Cheddar cheese production, structure and in-vitro semi-dynamic gastric digestion: The role of β-casein phenotype.

机构信息

Teagasc Food Research Centre, Food Chemistry and Technology Department, Moorepark, Fermoy, P61 C996 Cork, Ireland; Victoria University, Advanced Food Systems Research Unit, Institute for Sustainable Industries and Liveable Cities and College of Sport, Health and Engineering, Melbourne, VIC 8001, Australia.

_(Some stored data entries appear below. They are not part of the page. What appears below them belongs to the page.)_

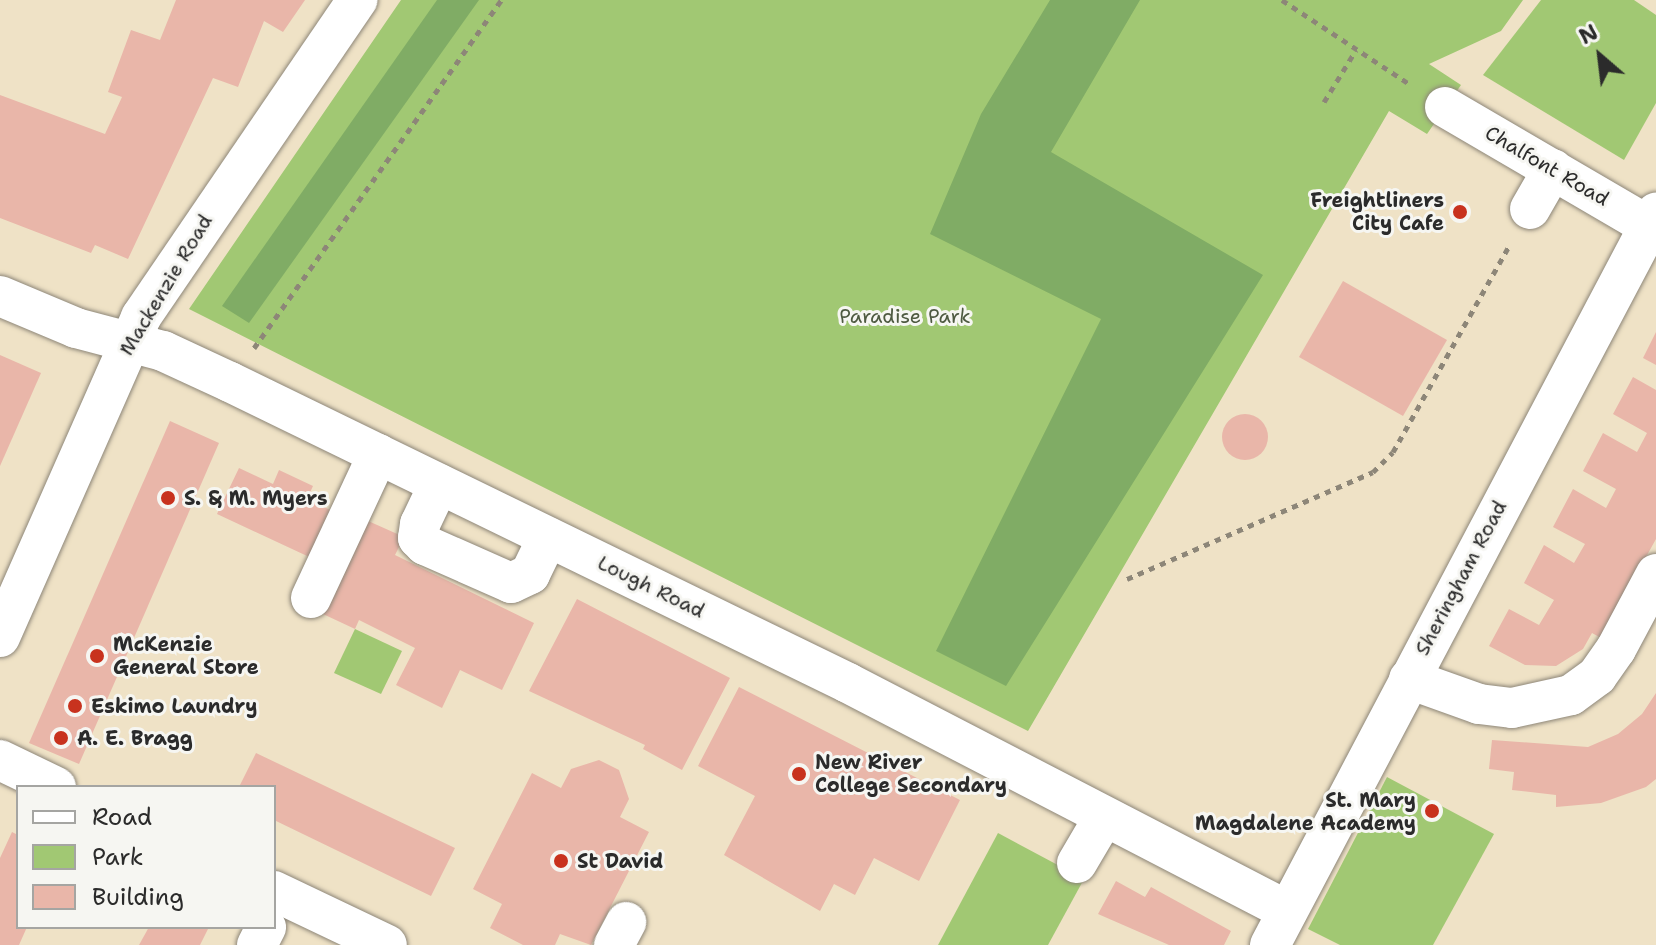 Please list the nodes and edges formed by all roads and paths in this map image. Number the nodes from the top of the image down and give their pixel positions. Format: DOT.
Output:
graph roads {
  1 [pos="357,0"];
  2 [pos="501,0"];
  3 [pos="1282,0"];
  4 [pos="1356,50"];
  5 [pos="1324,102"];
  6 [pos="1445,107"];
  7 [pos="1553,169"];
  8 [pos="1530,209"];
  9 [pos="1652,219"];
  10 [pos="0,296"];
  11 [pos="128,343"];
  12 [pos="230,382"];
  13 [pos="378,454"];
  14 [pos="439,484"];
  15 [pos="548,537"];
  16 [pos="1656,574"];
  17 [pos="1127,579"];
  18 [pos="311,598"];
  19 [pos="0,637"];
  20 [pos="1409,679"];
  21 [pos="0,760"];
  22 [pos="52,785"];
  23 [pos="1104,817"];
  24 [pos="1077,863"];
  25 [pos="276,907"];
  26 [pos="1275,936"];
  27 [pos="387,945"];
  1 -- 11 [label="street, Mackenzie Road"];
  2 -- 12 [label="path"];
  3 -- 4 [label="path"];
  4 -- 5 [label="path"];
  4 -- 6 [label="path"];
  6 -- 7 [label="street, Chalfont Road"];
  7 -- 8 [label="street"];
  7 -- 9 [label="street, Chalfont Road"];
  8 -- 17 [label="path"];
  9 -- 20 [label="street, Sheringham Road"];
  10 -- 11 [label="street, Lough Road"];
  11 -- 12 [label="street, Lough Road"];
  11 -- 19 [label="street, Mackenzie Road"];
  12 -- 13 [label="street, Lough Road"];
  13 -- 14 [label="street, Lough Road"];
  13 -- 18 [label="street"];
  14 -- 15 [label="street, Lough Road"];
  14 -- 15 [label="street"];
  15 -- 23 [label="street, Lough Road"];
  16 -- 20 [label="street"];
  20 -- 26 [label="street, Sheringham Road"];
  21 -- 22 [label="street"];
  23 -- 24 [label="street"];
  23 -- 26 [label="street, Lough Road"];
  25 -- 27 [label="street"];
} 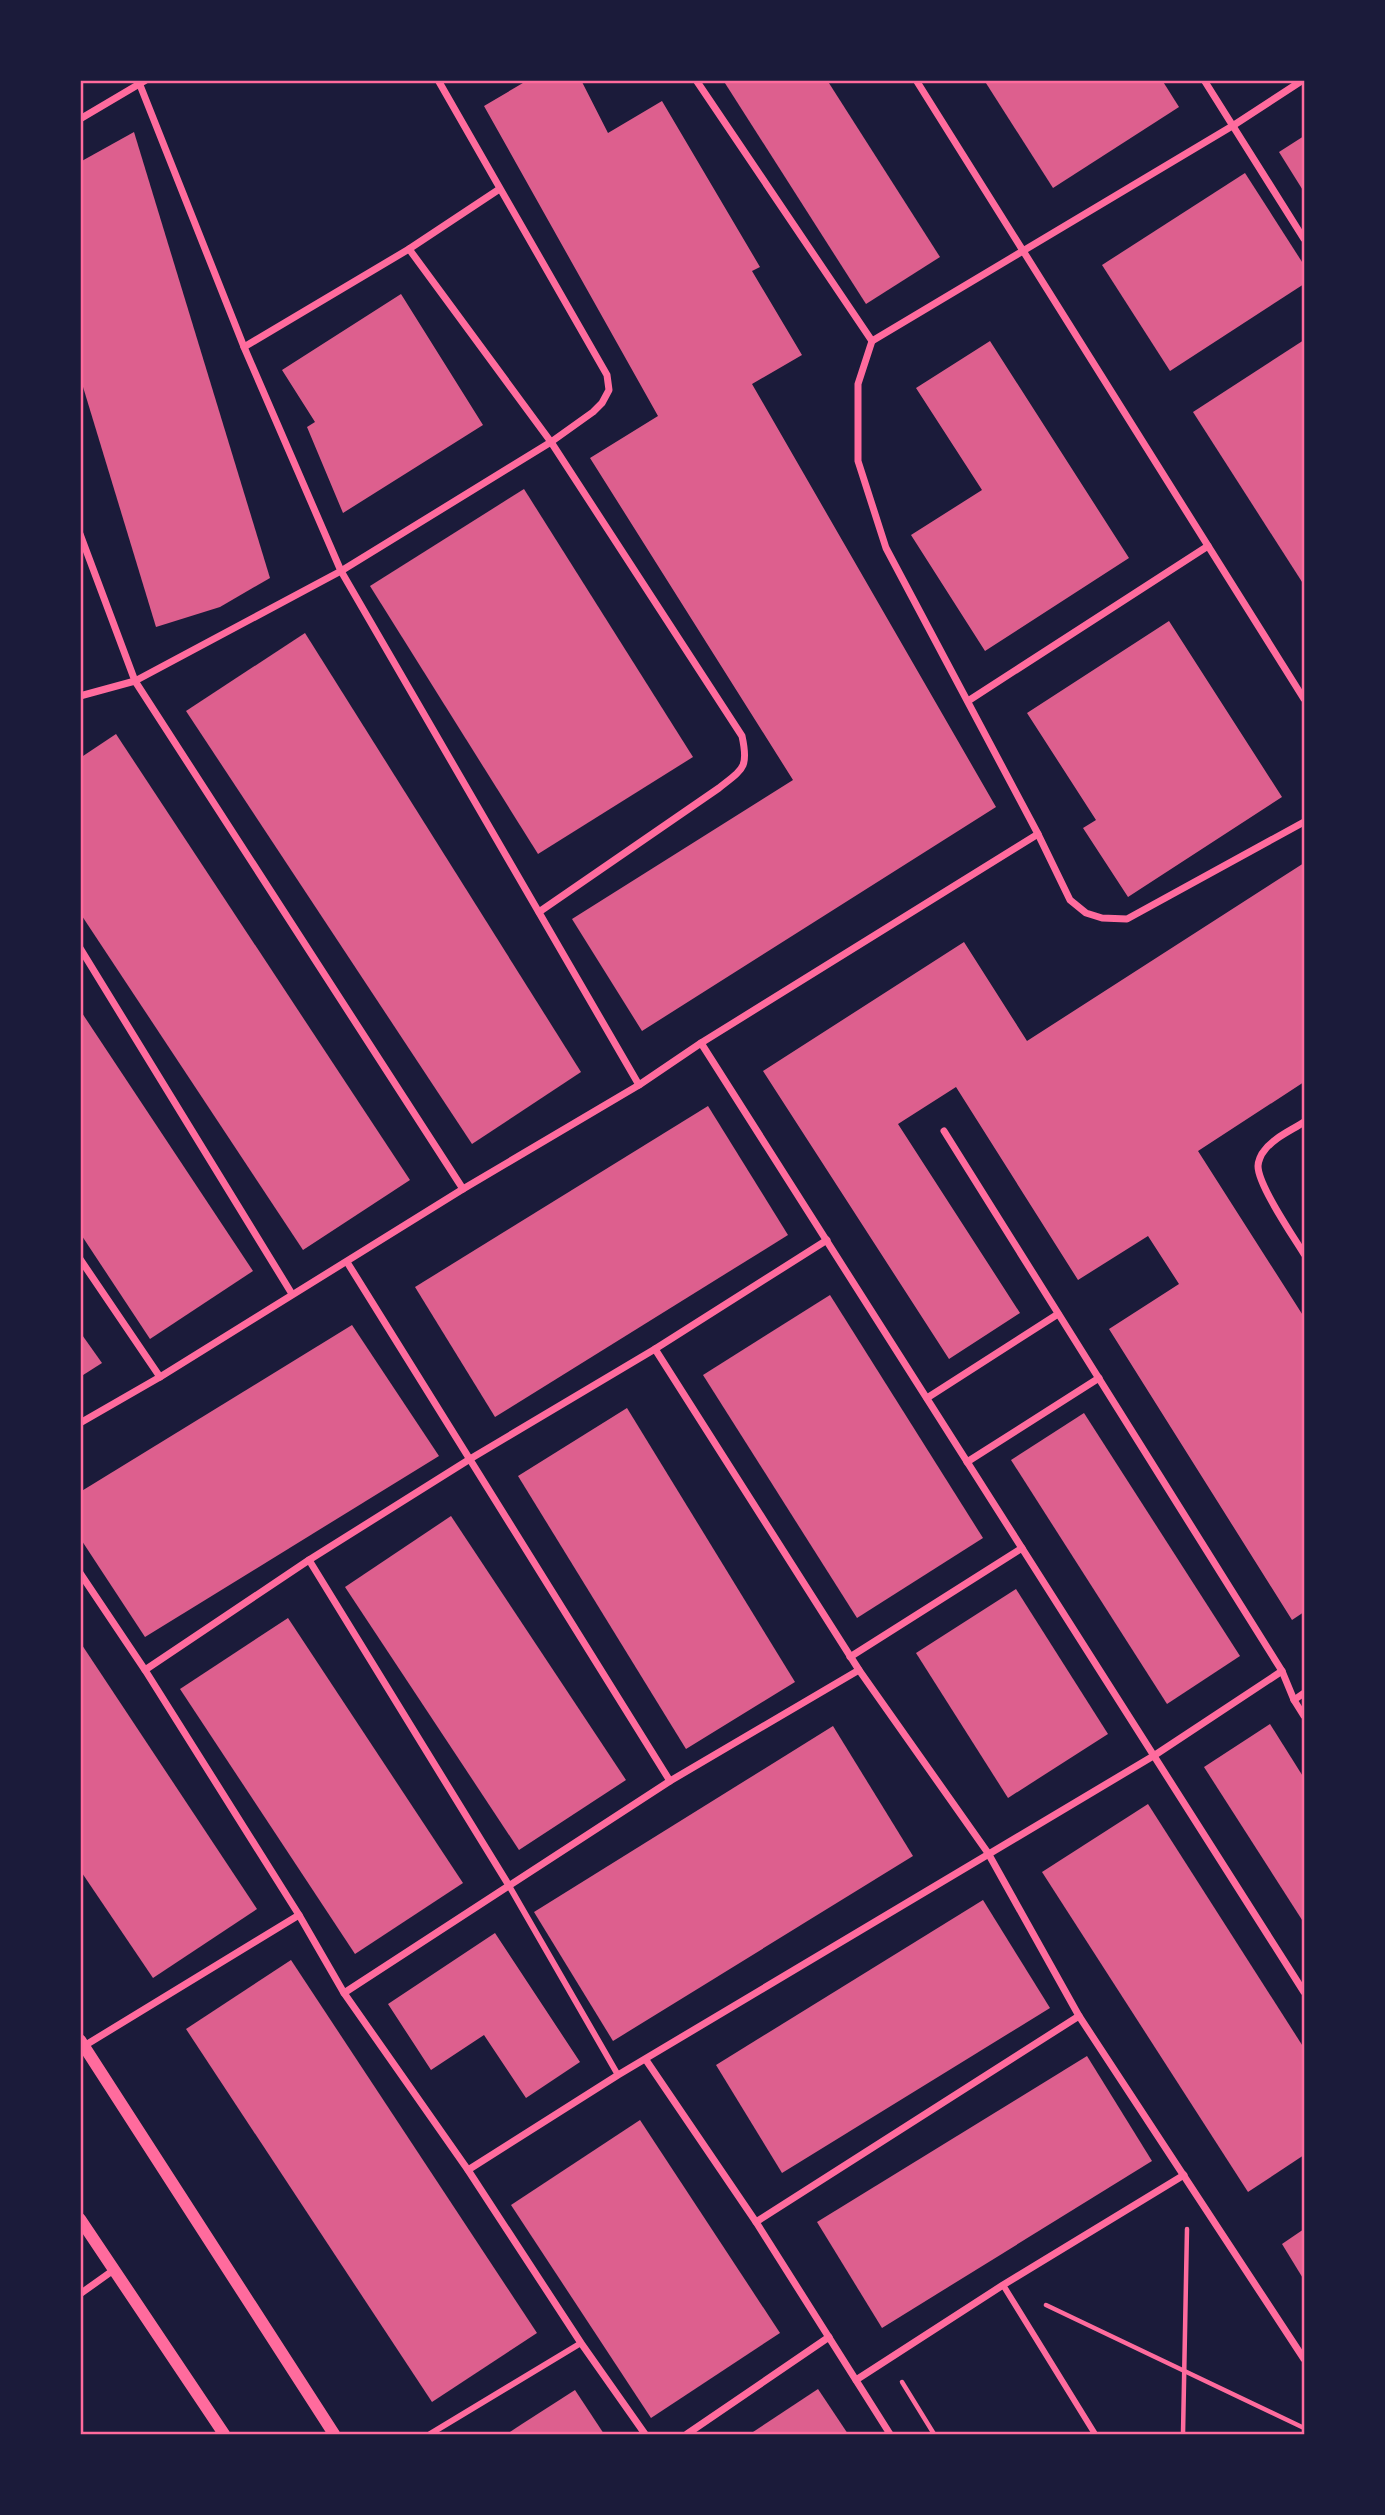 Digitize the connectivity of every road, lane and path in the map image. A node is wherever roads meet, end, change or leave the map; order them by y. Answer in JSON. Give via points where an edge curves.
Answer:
{"nodes":[{"id":1,"x":696,"y":80,"type":"edge"},
{"id":2,"x":916,"y":80,"type":"edge"},
{"id":3,"x":1204,"y":80,"type":"edge"},
{"id":4,"x":1303,"y":80,"type":"edge"},
{"id":5,"x":441,"y":82,"type":"edge"},
{"id":6,"x":143,"y":83,"type":"edge"},
{"id":7,"x":80,"y":119,"type":"edge"},
{"id":8,"x":1234,"y":125,"type":"junction"},
{"id":9,"x":498,"y":190,"type":"junction"},
{"id":10,"x":1304,"y":239,"type":"edge"},
{"id":11,"x":409,"y":249,"type":"junction"},
{"id":12,"x":1024,"y":252,"type":"junction"},
{"id":13,"x":872,"y":341,"type":"junction"},
{"id":14,"x":244,"y":347,"type":"junction"},
{"id":15,"x":551,"y":442,"type":"junction"},
{"id":16,"x":80,"y":534,"type":"edge"},
{"id":17,"x":1208,"y":546,"type":"junction"},
{"id":18,"x":341,"y":571,"type":"junction"},
{"id":19,"x":135,"y":681,"type":"junction"},
{"id":20,"x":80,"y":696,"type":"edge"},
{"id":21,"x":1304,"y":699,"type":"edge"},
{"id":22,"x":968,"y":701,"type":"junction"},
{"id":23,"x":1304,"y":822,"type":"edge"},
{"id":24,"x":1038,"y":834,"type":"junction"},
{"id":25,"x":539,"y":912,"type":"junction"},
{"id":26,"x":80,"y":948,"type":"edge"},
{"id":27,"x":701,"y":1043,"type":"junction"},
{"id":28,"x":639,"y":1085,"type":"junction"},
{"id":29,"x":1304,"y":1122,"type":"edge"},
{"id":30,"x":944,"y":1131,"type":"dead end"},
{"id":31,"x":463,"y":1189,"type":"junction"},
{"id":32,"x":827,"y":1240,"type":"junction"},
{"id":33,"x":1304,"y":1254,"type":"edge"},
{"id":34,"x":80,"y":1259,"type":"edge"},
{"id":35,"x":347,"y":1262,"type":"junction"},
{"id":36,"x":292,"y":1294,"type":"junction"},
{"id":37,"x":1058,"y":1314,"type":"junction"},
{"id":38,"x":655,"y":1349,"type":"junction"},
{"id":39,"x":160,"y":1377,"type":"junction"},
{"id":40,"x":1099,"y":1378,"type":"junction"},
{"id":41,"x":927,"y":1398,"type":"junction"},
{"id":42,"x":80,"y":1423,"type":"edge"},
{"id":43,"x":470,"y":1459,"type":"junction"},
{"id":44,"x":968,"y":1462,"type":"junction"},
{"id":45,"x":1022,"y":1548,"type":"junction"},
{"id":46,"x":309,"y":1560,"type":"junction"},
{"id":47,"x":80,"y":1573,"type":"edge"},
{"id":48,"x":850,"y":1657,"type":"junction"},
{"id":49,"x":145,"y":1670,"type":"junction"},
{"id":50,"x":859,"y":1670,"type":"junction"},
{"id":51,"x":1282,"y":1671,"type":"junction"},
{"id":52,"x":1304,"y":1693,"type":"edge"},
{"id":53,"x":1294,"y":1700,"type":"junction"},
{"id":54,"x":1304,"y":1716,"type":"edge"},
{"id":55,"x":1155,"y":1755,"type":"junction"},
{"id":56,"x":670,"y":1781,"type":"junction"},
{"id":57,"x":988,"y":1853,"type":"junction"},
{"id":58,"x":508,"y":1884,"type":"junction"},
{"id":59,"x":299,"y":1915,"type":"junction"},
{"id":60,"x":1304,"y":1992,"type":"edge"},
{"id":61,"x":344,"y":1993,"type":"junction"},
{"id":62,"x":1079,"y":2016,"type":"junction"},
{"id":63,"x":82,"y":2043,"type":"edge"},
{"id":64,"x":646,"y":2060,"type":"junction"},
{"id":65,"x":618,"y":2075,"type":"junction"},
{"id":66,"x":468,"y":2170,"type":"junction"},
{"id":67,"x":1184,"y":2175,"type":"junction"},
{"id":68,"x":80,"y":2219,"type":"edge"},
{"id":69,"x":756,"y":2222,"type":"junction"},
{"id":70,"x":1187,"y":2225,"type":"dead end"},
{"id":71,"x":115,"y":2269,"type":"junction"},
{"id":72,"x":1003,"y":2285,"type":"junction"},
{"id":73,"x":80,"y":2294,"type":"edge"},
{"id":74,"x":1041,"y":2302,"type":"dead end"},
{"id":75,"x":828,"y":2337,"type":"junction"},
{"id":76,"x":581,"y":2343,"type":"junction"},
{"id":77,"x":1304,"y":2359,"type":"edge"},
{"id":78,"x":1184,"y":2370,"type":"junction"},
{"id":79,"x":899,"y":2377,"type":"dead end"},
{"id":80,"x":856,"y":2380,"type":"junction"},
{"id":81,"x":1304,"y":2428,"type":"edge"},
{"id":82,"x":224,"y":2434,"type":"edge"},
{"id":83,"x":334,"y":2434,"type":"edge"},
{"id":84,"x":430,"y":2434,"type":"edge"},
{"id":85,"x":645,"y":2434,"type":"edge"},
{"id":86,"x":687,"y":2434,"type":"edge"},
{"id":87,"x":890,"y":2434,"type":"edge"},
{"id":88,"x":934,"y":2434,"type":"edge"},
{"id":89,"x":1095,"y":2434,"type":"edge"},
{"id":90,"x":1183,"y":2434,"type":"edge"}],
"edges":[{"from":1,"to":13,"type":"street"},
{"from":2,"to":12,"type":"street"},
{"from":3,"to":8,"type":"street"},
{"from":4,"to":8,"type":"street"},
{"from":5,"to":9,"type":"street"},
{"from":6,"to":7,"type":"street"},
{"from":6,"to":14,"type":"street"},
{"from":8,"to":10,"type":"street"},
{"from":8,"to":12,"type":"street"},
{"from":9,"to":11,"type":"street"},
{"from":9,"to":15,"type":"street","via":[[607,375],[609,390],[602,403]]},
{"from":11,"to":14,"type":"street"},
{"from":11,"to":15,"type":"street"},
{"from":12,"to":13,"type":"street"},
{"from":12,"to":17,"type":"street"},
{"from":13,"to":22,"type":"street","via":[[858,384],[858,461],[887,548]]},
{"from":14,"to":18,"type":"street"},
{"from":15,"to":18,"type":"street"},
{"from":15,"to":25,"type":"street","via":[[742,736],[747,757],[743,768],[719,788]]},
{"from":16,"to":19,"type":"street"},
{"from":17,"to":21,"type":"street"},
{"from":17,"to":22,"type":"street"},
{"from":18,"to":19,"type":"street"},
{"from":18,"to":25,"type":"street"},
{"from":19,"to":20,"type":"street"},
{"from":19,"to":31,"type":"street"},
{"from":22,"to":24,"type":"street"},
{"from":23,"to":24,"type":"street","via":[[1127,919],[1086,913],[1070,900]]},
{"from":24,"to":27,"type":"street"},
{"from":25,"to":28,"type":"street"},
{"from":26,"to":36,"type":"street"},
{"from":27,"to":28,"type":"street"},
{"from":27,"to":32,"type":"street"},
{"from":28,"to":31,"type":"street"},
{"from":29,"to":33,"type":"street","via":[[1263,1151],[1257,1165]]},
{"from":30,"to":37,"type":"street"},
{"from":31,"to":35,"type":"street"},
{"from":32,"to":38,"type":"street"},
{"from":32,"to":41,"type":"street"},
{"from":34,"to":39,"type":"street"},
{"from":35,"to":36,"type":"street"},
{"from":35,"to":43,"type":"street"},
{"from":36,"to":39,"type":"street"},
{"from":37,"to":40,"type":"street"},
{"from":37,"to":41,"type":"street"},
{"from":38,"to":43,"type":"street"},
{"from":38,"to":48,"type":"street"},
{"from":39,"to":42,"type":"street"},
{"from":40,"to":44,"type":"street"},
{"from":40,"to":51,"type":"street"},
{"from":41,"to":44,"type":"street"},
{"from":43,"to":46,"type":"street"},
{"from":43,"to":56,"type":"street"},
{"from":44,"to":45,"type":"street"},
{"from":45,"to":48,"type":"street"},
{"from":45,"to":55,"type":"street"},
{"from":46,"to":49,"type":"street"},
{"from":46,"to":58,"type":"street"},
{"from":47,"to":49,"type":"street"},
{"from":48,"to":50,"type":"street"},
{"from":49,"to":59,"type":"street"},
{"from":50,"to":56,"type":"street"},
{"from":50,"to":57,"type":"street"},
{"from":51,"to":53,"type":"street"},
{"from":51,"to":55,"type":"street"},
{"from":52,"to":53,"type":"street"},
{"from":53,"to":54,"type":"street"},
{"from":55,"to":57,"type":"street"},
{"from":55,"to":60,"type":"street"},
{"from":56,"to":58,"type":"street"},
{"from":57,"to":62,"type":"street"},
{"from":57,"to":64,"type":"street"},
{"from":58,"to":61,"type":"street"},
{"from":58,"to":65,"type":"street"},
{"from":59,"to":61,"type":"street"},
{"from":59,"to":63,"type":"street"},
{"from":61,"to":66,"type":"street"},
{"from":62,"to":67,"type":"street"},
{"from":62,"to":69,"type":"street"},
{"from":63,"to":83,"type":"street"},
{"from":64,"to":65,"type":"street"},
{"from":64,"to":69,"type":"street"},
{"from":65,"to":66,"type":"street"},
{"from":66,"to":76,"type":"street"},
{"from":67,"to":72,"type":"street"},
{"from":67,"to":77,"type":"street"},
{"from":68,"to":71,"type":"street"},
{"from":69,"to":75,"type":"street"},
{"from":70,"to":78,"type":"path"},
{"from":71,"to":73,"type":"street"},
{"from":71,"to":82,"type":"street"},
{"from":72,"to":80,"type":"street"},
{"from":72,"to":89,"type":"street"},
{"from":74,"to":78,"type":"path"},
{"from":75,"to":80,"type":"street"},
{"from":75,"to":86,"type":"street"},
{"from":76,"to":84,"type":"street"},
{"from":76,"to":85,"type":"street"},
{"from":78,"to":81,"type":"path"},
{"from":78,"to":90,"type":"path"},
{"from":79,"to":88,"type":"path"},
{"from":80,"to":87,"type":"street"}]}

Teagasc Food Research Centre, Food Chemistry and Technology Department, Moorepark, Fermoy, P61 C996 Cork, Ireland; University College Cork, School of Food and Nutritional Sciences, Cork T12 Y337, Ireland.

出版信息

Food Res Int. 2024 Nov;196:115008. doi: 10.1016/j.foodres.2024.115008. Epub 2024 Sep 1.

Abstract

The objective of this study was to establish the impact of β-casein A1/A1, A1/A2 and A2/A2 phenotypes on the cheese-making process, cheese structure and on the subsequent in vitro gastric digestion properties of the cheese samples. The time required for curd cutting in cheese milk containing β-casein A2/A2 was significantly delayed, compared to milks containing β-caseins A1/A1 and A1/A2. After 180 days of ripening no differences were observed in the level of soluble nitrogen at pH 4.6 between any of the cheese samples, with a decrease in the level of aggregated β-sheets and increase in the level of β-turns and random coils observed in all cheese over the ripening period. During simulated gastric digestion, cheese samples took between 15 and 20 min to form the initial digesta coagulum, which occurred between pH 4.3 and 4.0. The rate of protein breakdown was slower in A2/A2 cheese, with less cheese structure degradation occurring, compared to β-casein A1 containing cheeses. This study has shown that rennet coagulation takes significantly longer in cheese milk containing only β-casein A2/A2, and that there was less protein breakdown during its simulated gastric digestion.

摘要

本研究旨在探讨β-酪蛋白 A1/A1、A1/A2 和 A2/A2 表型对奶酪制作过程、奶酪结构以及奶酪样品后续体外胃消化特性的影响。与含有β-酪蛋白 A1/A1 和 A1/A2 的奶酪乳相比,含有β-酪蛋白 A2/A2 的奶酪乳的凝乳切割时间明显延迟。在成熟 180 天后,在任何奶酪样品的 pH4.6 下可溶性氮的水平之间都没有差异,在整个成熟过程中,所有奶酪中的聚集β-折叠的水平降低,β-转角和无规卷曲的水平增加。在模拟胃消化过程中,奶酪样品需要 15 到 20 分钟才能形成初始的消化物凝块,这发生在 pH4.3 和 4.0 之间。与含有β-酪蛋白 A1 的奶酪相比,A2/A2 奶酪中的蛋白质分解速度较慢,奶酪结构降解较少。本研究表明,仅含有β-酪蛋白 A2/A2 的奶酪乳的凝乳凝固时间明显延长,并且在模拟胃消化过程中,蛋白质分解较少。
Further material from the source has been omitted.